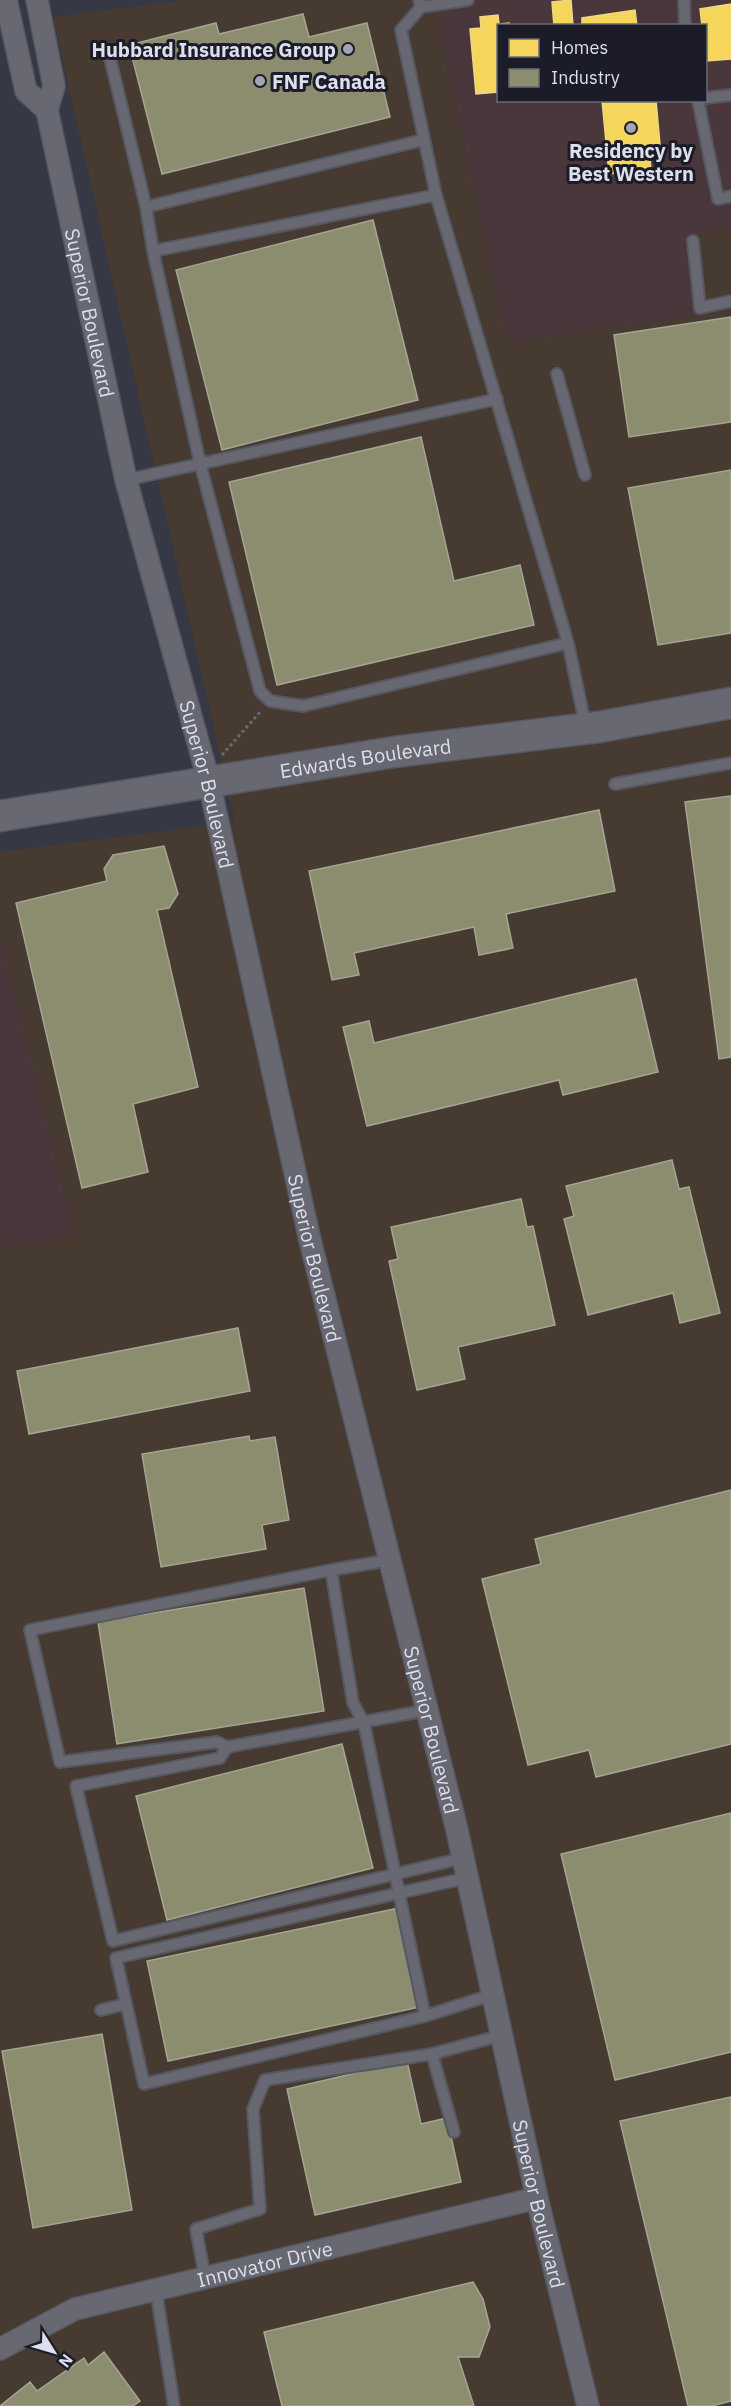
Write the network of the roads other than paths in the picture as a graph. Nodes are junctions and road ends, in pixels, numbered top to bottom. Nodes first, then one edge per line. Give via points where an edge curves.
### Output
1 (6, 0) edge
2 (37, 0) edge
3 (468, 0) edge
4 (684, 0) edge
5 (420, 3) edge
6 (685, 24) edge
7 (110, 58) dead end
8 (731, 95) edge
9 (707, 98) edge
10 (698, 102) edge
11 (47, 110) junction
12 (423, 140) junction
13 (436, 195) junction
14 (731, 196) edge
15 (146, 207) junction
16 (693, 241) dead end
17 (153, 251) junction
18 (731, 301) edge
19 (557, 374) dead end
20 (497, 399) junction
21 (200, 463) junction
22 (585, 475) dead end
23 (126, 480) junction
24 (568, 643) junction
25 (731, 703) edge
26 (586, 728) junction
27 (731, 763) edge
28 (209, 782) junction
29 (615, 784) dead end
30 (0, 816) edge
31 (390, 1560) junction
32 (331, 1570) junction
33 (428, 1710) junction
34 (364, 1722) junction
35 (227, 1748) junction
36 (464, 1868) junction
37 (395, 1876) junction
38 (399, 1893) junction
39 (491, 1995) junction
40 (126, 2004) junction
41 (100, 2010) dead end
42 (425, 2016) junction
43 (502, 2036) junction
44 (432, 2054) junction
45 (454, 2132) dead end
46 (537, 2198) junction
47 (205, 2278) junction
48 (156, 2290) junction
49 (0, 2349) edge
50 (174, 2406) edge
51 (588, 2406) edge

1 - 11 street via 26,91
2 - 11 street, Superior Boulevard via 54,86
3 - 5 lane
4 - 6 lane
5 - 12 lane via 401,30
7 - 15 lane
8 - 9 lane
10 - 14 lane via 718,199
11 - 23 street, Superior Boulevard
12 - 13 lane
12 - 15 lane
13 - 17 lane
13 - 20 lane
15 - 17 lane
16 - 18 lane via 700,308
17 - 21 lane
19 - 22 lane
20 - 21 lane
20 - 24 lane
21 - 23 lane
21 - 24 lane via 260,691 270,701 303,706
23 - 28 street, Superior Boulevard
24 - 26 lane
25 - 26 street, Edwards Boulevard
26 - 28 street, Edwards Boulevard via 394,752
27 - 29 lane
28 - 30 street, Edwards Boulevard
28 - 31 street, Superior Boulevard via 309,1236
31 - 32 lane
31 - 33 street, Superior Boulevard
32 - 34 lane via 353,1703
32 - 35 lane via 30,1630 60,1762 217,1742
33 - 34 lane
33 - 36 street, Superior Boulevard
34 - 35 lane
34 - 37 lane
35 - 37 lane via 220,1758 76,1786 113,1941
36 - 37 lane
36 - 38 lane
36 - 39 street, Superior Boulevard
37 - 38 lane
38 - 40 lane via 116,1959
38 - 42 lane
39 - 42 lane
39 - 43 street, Superior Boulevard
40 - 41 lane
40 - 42 lane via 144,2084
43 - 44 lane
43 - 46 street, Superior Boulevard
44 - 45 lane
44 - 47 lane via 265,2080 252,2109 260,2210 196,2229
46 - 47 street, Innovator Drive
46 - 51 street, Superior Boulevard
47 - 48 street, Innovator Drive
48 - 49 street, Innovator Drive via 75,2309
48 - 50 lane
----
▶ **Exercise brief**
How many of the listing's lines contain "Innovator"? Respond with a single number and nothing else.

▶ **Response to this task**
3